◆ **Problem**
Give back every record exactly.

[Start of Attachment]

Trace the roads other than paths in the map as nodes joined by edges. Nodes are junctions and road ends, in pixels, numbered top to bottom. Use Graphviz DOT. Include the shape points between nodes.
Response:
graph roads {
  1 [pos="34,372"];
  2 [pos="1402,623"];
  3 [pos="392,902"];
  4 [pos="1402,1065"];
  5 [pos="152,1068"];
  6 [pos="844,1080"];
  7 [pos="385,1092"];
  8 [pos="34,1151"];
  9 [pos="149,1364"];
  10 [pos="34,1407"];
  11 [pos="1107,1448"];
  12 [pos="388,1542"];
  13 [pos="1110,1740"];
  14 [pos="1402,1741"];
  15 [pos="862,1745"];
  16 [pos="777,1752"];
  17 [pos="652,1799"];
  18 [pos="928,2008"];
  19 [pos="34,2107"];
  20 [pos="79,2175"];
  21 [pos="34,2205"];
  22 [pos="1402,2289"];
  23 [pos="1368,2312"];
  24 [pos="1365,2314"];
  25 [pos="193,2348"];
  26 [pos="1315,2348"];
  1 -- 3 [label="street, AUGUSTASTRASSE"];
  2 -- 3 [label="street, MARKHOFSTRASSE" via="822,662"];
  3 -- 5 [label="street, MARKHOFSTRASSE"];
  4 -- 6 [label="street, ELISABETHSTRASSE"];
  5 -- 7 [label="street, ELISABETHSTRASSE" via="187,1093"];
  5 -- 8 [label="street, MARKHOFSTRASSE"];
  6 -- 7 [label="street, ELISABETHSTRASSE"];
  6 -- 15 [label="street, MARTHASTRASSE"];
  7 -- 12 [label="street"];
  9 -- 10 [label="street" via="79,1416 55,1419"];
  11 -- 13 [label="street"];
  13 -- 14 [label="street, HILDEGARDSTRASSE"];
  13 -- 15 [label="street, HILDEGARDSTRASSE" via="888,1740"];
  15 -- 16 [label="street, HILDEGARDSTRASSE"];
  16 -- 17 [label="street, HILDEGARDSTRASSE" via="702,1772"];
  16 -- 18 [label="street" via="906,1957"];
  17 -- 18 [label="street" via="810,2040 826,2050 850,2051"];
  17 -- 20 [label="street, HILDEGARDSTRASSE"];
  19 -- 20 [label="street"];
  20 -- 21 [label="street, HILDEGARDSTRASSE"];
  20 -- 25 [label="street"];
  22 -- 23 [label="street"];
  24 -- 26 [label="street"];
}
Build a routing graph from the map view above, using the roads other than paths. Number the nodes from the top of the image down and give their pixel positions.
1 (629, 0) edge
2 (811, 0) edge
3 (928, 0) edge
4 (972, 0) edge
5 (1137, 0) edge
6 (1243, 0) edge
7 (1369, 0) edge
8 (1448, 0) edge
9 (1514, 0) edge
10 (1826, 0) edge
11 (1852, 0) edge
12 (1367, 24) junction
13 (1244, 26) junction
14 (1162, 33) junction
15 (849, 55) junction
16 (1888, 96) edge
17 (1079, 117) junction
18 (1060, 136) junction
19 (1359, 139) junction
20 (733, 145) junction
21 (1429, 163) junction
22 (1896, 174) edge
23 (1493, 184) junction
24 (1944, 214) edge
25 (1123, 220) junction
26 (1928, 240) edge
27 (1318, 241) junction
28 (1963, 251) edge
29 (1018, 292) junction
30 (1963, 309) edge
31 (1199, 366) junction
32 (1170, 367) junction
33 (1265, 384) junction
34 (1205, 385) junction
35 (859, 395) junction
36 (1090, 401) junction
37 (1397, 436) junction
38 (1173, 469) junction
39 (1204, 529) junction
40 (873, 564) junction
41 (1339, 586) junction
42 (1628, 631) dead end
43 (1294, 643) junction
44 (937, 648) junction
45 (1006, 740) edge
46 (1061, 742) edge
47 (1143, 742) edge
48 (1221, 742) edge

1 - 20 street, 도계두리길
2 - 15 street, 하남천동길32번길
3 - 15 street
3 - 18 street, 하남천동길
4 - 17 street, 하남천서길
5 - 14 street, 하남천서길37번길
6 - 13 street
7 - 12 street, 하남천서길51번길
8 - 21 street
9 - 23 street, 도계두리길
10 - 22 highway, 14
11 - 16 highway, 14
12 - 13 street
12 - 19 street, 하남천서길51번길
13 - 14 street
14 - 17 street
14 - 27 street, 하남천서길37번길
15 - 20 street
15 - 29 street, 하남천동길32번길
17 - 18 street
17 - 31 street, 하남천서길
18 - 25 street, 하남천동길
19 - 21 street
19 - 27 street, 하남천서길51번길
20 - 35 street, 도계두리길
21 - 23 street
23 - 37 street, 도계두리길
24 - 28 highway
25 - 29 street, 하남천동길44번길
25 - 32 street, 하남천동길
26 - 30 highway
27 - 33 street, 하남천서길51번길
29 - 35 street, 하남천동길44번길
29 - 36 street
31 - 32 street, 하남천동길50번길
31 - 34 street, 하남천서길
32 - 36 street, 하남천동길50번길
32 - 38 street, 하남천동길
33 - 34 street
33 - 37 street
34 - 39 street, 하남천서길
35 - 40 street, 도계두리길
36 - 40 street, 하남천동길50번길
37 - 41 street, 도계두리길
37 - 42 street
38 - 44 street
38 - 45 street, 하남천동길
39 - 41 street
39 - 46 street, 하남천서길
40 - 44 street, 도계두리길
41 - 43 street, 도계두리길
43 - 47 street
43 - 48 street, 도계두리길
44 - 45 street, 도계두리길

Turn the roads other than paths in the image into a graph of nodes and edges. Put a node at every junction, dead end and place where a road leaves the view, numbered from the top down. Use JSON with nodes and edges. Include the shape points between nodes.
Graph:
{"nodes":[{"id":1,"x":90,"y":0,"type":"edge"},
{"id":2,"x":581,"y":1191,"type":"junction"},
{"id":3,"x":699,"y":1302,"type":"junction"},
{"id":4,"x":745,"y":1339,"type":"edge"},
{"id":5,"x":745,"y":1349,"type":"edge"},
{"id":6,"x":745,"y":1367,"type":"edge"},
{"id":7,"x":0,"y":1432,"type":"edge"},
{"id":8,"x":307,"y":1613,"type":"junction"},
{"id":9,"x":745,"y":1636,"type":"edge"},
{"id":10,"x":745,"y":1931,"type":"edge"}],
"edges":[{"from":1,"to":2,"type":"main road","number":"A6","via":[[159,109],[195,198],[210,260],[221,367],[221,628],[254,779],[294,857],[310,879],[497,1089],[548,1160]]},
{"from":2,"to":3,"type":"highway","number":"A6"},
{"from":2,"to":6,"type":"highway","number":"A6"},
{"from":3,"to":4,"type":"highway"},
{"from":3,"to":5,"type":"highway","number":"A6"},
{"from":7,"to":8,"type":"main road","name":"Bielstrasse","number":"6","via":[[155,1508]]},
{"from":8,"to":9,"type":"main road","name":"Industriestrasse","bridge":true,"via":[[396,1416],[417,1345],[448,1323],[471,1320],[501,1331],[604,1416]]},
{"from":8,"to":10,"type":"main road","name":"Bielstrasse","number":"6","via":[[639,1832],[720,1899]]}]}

[End of Attachment]

◆ **Solution**
Trace the roads other than paths in the map as nodes joined by edges. Nodes are junctions and road ends, in pixels, numbered top to bottom. Use Graphviz DOT. Include the shape points between nodes.
Response:
graph roads {
  1 [pos="34,372"];
  2 [pos="1402,623"];
  3 [pos="392,902"];
  4 [pos="1402,1065"];
  5 [pos="152,1068"];
  6 [pos="844,1080"];
  7 [pos="385,1092"];
  8 [pos="34,1151"];
  9 [pos="149,1364"];
  10 [pos="34,1407"];
  11 [pos="1107,1448"];
  12 [pos="388,1542"];
  13 [pos="1110,1740"];
  14 [pos="1402,1741"];
  15 [pos="862,1745"];
  16 [pos="777,1752"];
  17 [pos="652,1799"];
  18 [pos="928,2008"];
  19 [pos="34,2107"];
  20 [pos="79,2175"];
  21 [pos="34,2205"];
  22 [pos="1402,2289"];
  23 [pos="1368,2312"];
  24 [pos="1365,2314"];
  25 [pos="193,2348"];
  26 [pos="1315,2348"];
  1 -- 3 [label="street, AUGUSTASTRASSE"];
  2 -- 3 [label="street, MARKHOFSTRASSE" via="822,662"];
  3 -- 5 [label="street, MARKHOFSTRASSE"];
  4 -- 6 [label="street, ELISABETHSTRASSE"];
  5 -- 7 [label="street, ELISABETHSTRASSE" via="187,1093"];
  5 -- 8 [label="street, MARKHOFSTRASSE"];
  6 -- 7 [label="street, ELISABETHSTRASSE"];
  6 -- 15 [label="street, MARTHASTRASSE"];
  7 -- 12 [label="street"];
  9 -- 10 [label="street" via="79,1416 55,1419"];
  11 -- 13 [label="street"];
  13 -- 14 [label="street, HILDEGARDSTRASSE"];
  13 -- 15 [label="street, HILDEGARDSTRASSE" via="888,1740"];
  15 -- 16 [label="street, HILDEGARDSTRASSE"];
  16 -- 17 [label="street, HILDEGARDSTRASSE" via="702,1772"];
  16 -- 18 [label="street" via="906,1957"];
  17 -- 18 [label="street" via="810,2040 826,2050 850,2051"];
  17 -- 20 [label="street, HILDEGARDSTRASSE"];
  19 -- 20 [label="street"];
  20 -- 21 [label="street, HILDEGARDSTRASSE"];
  20 -- 25 [label="street"];
  22 -- 23 [label="street"];
  24 -- 26 [label="street"];
}
Build a routing graph from the map view above, using the roads other than paths. Number the nodes from the top of the image down and give their pixel positions.
1 (629, 0) edge
2 (811, 0) edge
3 (928, 0) edge
4 (972, 0) edge
5 (1137, 0) edge
6 (1243, 0) edge
7 (1369, 0) edge
8 (1448, 0) edge
9 (1514, 0) edge
10 (1826, 0) edge
11 (1852, 0) edge
12 (1367, 24) junction
13 (1244, 26) junction
14 (1162, 33) junction
15 (849, 55) junction
16 (1888, 96) edge
17 (1079, 117) junction
18 (1060, 136) junction
19 (1359, 139) junction
20 (733, 145) junction
21 (1429, 163) junction
22 (1896, 174) edge
23 (1493, 184) junction
24 (1944, 214) edge
25 (1123, 220) junction
26 (1928, 240) edge
27 (1318, 241) junction
28 (1963, 251) edge
29 (1018, 292) junction
30 (1963, 309) edge
31 (1199, 366) junction
32 (1170, 367) junction
33 (1265, 384) junction
34 (1205, 385) junction
35 (859, 395) junction
36 (1090, 401) junction
37 (1397, 436) junction
38 (1173, 469) junction
39 (1204, 529) junction
40 (873, 564) junction
41 (1339, 586) junction
42 (1628, 631) dead end
43 (1294, 643) junction
44 (937, 648) junction
45 (1006, 740) edge
46 (1061, 742) edge
47 (1143, 742) edge
48 (1221, 742) edge

1 - 20 street, 도계두리길
2 - 15 street, 하남천동길32번길
3 - 15 street
3 - 18 street, 하남천동길
4 - 17 street, 하남천서길
5 - 14 street, 하남천서길37번길
6 - 13 street
7 - 12 street, 하남천서길51번길
8 - 21 street
9 - 23 street, 도계두리길
10 - 22 highway, 14
11 - 16 highway, 14
12 - 13 street
12 - 19 street, 하남천서길51번길
13 - 14 street
14 - 17 street
14 - 27 street, 하남천서길37번길
15 - 20 street
15 - 29 street, 하남천동길32번길
17 - 18 street
17 - 31 street, 하남천서길
18 - 25 street, 하남천동길
19 - 21 street
19 - 27 street, 하남천서길51번길
20 - 35 street, 도계두리길
21 - 23 street
23 - 37 street, 도계두리길
24 - 28 highway
25 - 29 street, 하남천동길44번길
25 - 32 street, 하남천동길
26 - 30 highway
27 - 33 street, 하남천서길51번길
29 - 35 street, 하남천동길44번길
29 - 36 street
31 - 32 street, 하남천동길50번길
31 - 34 street, 하남천서길
32 - 36 street, 하남천동길50번길
32 - 38 street, 하남천동길
33 - 34 street
33 - 37 street
34 - 39 street, 하남천서길
35 - 40 street, 도계두리길
36 - 40 street, 하남천동길50번길
37 - 41 street, 도계두리길
37 - 42 street
38 - 44 street
38 - 45 street, 하남천동길
39 - 41 street
39 - 46 street, 하남천서길
40 - 44 street, 도계두리길
41 - 43 street, 도계두리길
43 - 47 street
43 - 48 street, 도계두리길
44 - 45 street, 도계두리길

Turn the roads other than paths in the image into a graph of nodes and edges. Put a node at every junction, dead end and place where a road leaves the view, numbered from the top down. Use JSON with nodes and edges. Include the shape points between nodes.
Graph:
{"nodes":[{"id":1,"x":90,"y":0,"type":"edge"},
{"id":2,"x":581,"y":1191,"type":"junction"},
{"id":3,"x":699,"y":1302,"type":"junction"},
{"id":4,"x":745,"y":1339,"type":"edge"},
{"id":5,"x":745,"y":1349,"type":"edge"},
{"id":6,"x":745,"y":1367,"type":"edge"},
{"id":7,"x":0,"y":1432,"type":"edge"},
{"id":8,"x":307,"y":1613,"type":"junction"},
{"id":9,"x":745,"y":1636,"type":"edge"},
{"id":10,"x":745,"y":1931,"type":"edge"}],
"edges":[{"from":1,"to":2,"type":"main road","number":"A6","via":[[159,109],[195,198],[210,260],[221,367],[221,628],[254,779],[294,857],[310,879],[497,1089],[548,1160]]},
{"from":2,"to":3,"type":"highway","number":"A6"},
{"from":2,"to":6,"type":"highway","number":"A6"},
{"from":3,"to":4,"type":"highway"},
{"from":3,"to":5,"type":"highway","number":"A6"},
{"from":7,"to":8,"type":"main road","name":"Bielstrasse","number":"6","via":[[155,1508]]},
{"from":8,"to":9,"type":"main road","name":"Industriestrasse","bridge":true,"via":[[396,1416],[417,1345],[448,1323],[471,1320],[501,1331],[604,1416]]},
{"from":8,"to":10,"type":"main road","name":"Bielstrasse","number":"6","via":[[639,1832],[720,1899]]}]}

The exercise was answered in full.